[Stored entries]
━━━━━━━━━━━━━━━━━━━━

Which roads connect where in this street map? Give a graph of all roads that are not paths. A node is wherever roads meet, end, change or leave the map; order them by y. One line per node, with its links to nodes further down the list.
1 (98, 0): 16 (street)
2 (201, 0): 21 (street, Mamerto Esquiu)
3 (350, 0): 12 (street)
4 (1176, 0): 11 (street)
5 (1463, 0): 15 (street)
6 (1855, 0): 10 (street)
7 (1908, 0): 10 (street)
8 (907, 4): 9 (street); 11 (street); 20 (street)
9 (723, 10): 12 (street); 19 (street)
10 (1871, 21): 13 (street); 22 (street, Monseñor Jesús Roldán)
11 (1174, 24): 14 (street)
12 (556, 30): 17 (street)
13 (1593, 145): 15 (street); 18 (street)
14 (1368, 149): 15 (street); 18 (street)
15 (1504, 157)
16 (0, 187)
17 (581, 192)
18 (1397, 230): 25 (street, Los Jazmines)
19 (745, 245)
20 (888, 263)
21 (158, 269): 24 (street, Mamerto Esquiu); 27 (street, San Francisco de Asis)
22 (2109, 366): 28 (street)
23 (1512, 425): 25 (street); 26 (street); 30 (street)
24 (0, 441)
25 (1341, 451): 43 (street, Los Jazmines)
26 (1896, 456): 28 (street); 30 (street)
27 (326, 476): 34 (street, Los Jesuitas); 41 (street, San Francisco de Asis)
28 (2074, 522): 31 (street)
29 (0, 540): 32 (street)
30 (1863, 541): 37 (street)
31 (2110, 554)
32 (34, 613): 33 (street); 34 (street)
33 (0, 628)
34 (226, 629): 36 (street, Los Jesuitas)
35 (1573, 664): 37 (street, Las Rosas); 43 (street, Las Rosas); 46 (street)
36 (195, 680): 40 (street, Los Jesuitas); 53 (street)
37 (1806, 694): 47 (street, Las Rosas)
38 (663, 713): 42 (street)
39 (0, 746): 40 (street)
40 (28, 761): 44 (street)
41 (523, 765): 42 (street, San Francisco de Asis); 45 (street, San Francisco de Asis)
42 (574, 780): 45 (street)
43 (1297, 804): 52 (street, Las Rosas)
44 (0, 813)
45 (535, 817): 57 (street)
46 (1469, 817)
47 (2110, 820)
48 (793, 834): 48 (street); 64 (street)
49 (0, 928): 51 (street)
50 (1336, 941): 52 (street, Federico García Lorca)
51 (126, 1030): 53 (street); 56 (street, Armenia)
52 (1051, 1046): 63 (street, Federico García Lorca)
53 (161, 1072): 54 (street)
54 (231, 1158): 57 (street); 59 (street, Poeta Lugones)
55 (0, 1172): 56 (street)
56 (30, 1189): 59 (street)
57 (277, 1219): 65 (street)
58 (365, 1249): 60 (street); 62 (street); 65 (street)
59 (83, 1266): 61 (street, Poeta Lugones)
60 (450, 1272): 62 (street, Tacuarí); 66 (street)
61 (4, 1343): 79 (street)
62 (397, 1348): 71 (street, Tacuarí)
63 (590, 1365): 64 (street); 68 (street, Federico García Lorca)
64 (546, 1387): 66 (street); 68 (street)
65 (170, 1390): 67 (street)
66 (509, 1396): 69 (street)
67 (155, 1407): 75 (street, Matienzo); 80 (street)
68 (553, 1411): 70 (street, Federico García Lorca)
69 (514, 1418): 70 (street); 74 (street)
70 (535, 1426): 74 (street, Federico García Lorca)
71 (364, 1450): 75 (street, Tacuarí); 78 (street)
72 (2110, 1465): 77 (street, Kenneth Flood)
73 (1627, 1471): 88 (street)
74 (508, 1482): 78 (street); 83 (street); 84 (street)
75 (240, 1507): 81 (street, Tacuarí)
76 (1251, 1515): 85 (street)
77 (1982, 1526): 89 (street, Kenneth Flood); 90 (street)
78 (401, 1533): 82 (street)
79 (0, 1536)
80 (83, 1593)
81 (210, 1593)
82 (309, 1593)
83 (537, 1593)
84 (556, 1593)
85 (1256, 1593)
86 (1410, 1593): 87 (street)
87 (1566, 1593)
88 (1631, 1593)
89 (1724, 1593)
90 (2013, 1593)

━━━━━━━━━━━━━━━━━━━━

**What the task asks:** Check every line of the entries above for the word "Rosas" and report how many lines contain it, giving the number only.

**Answer section:** 3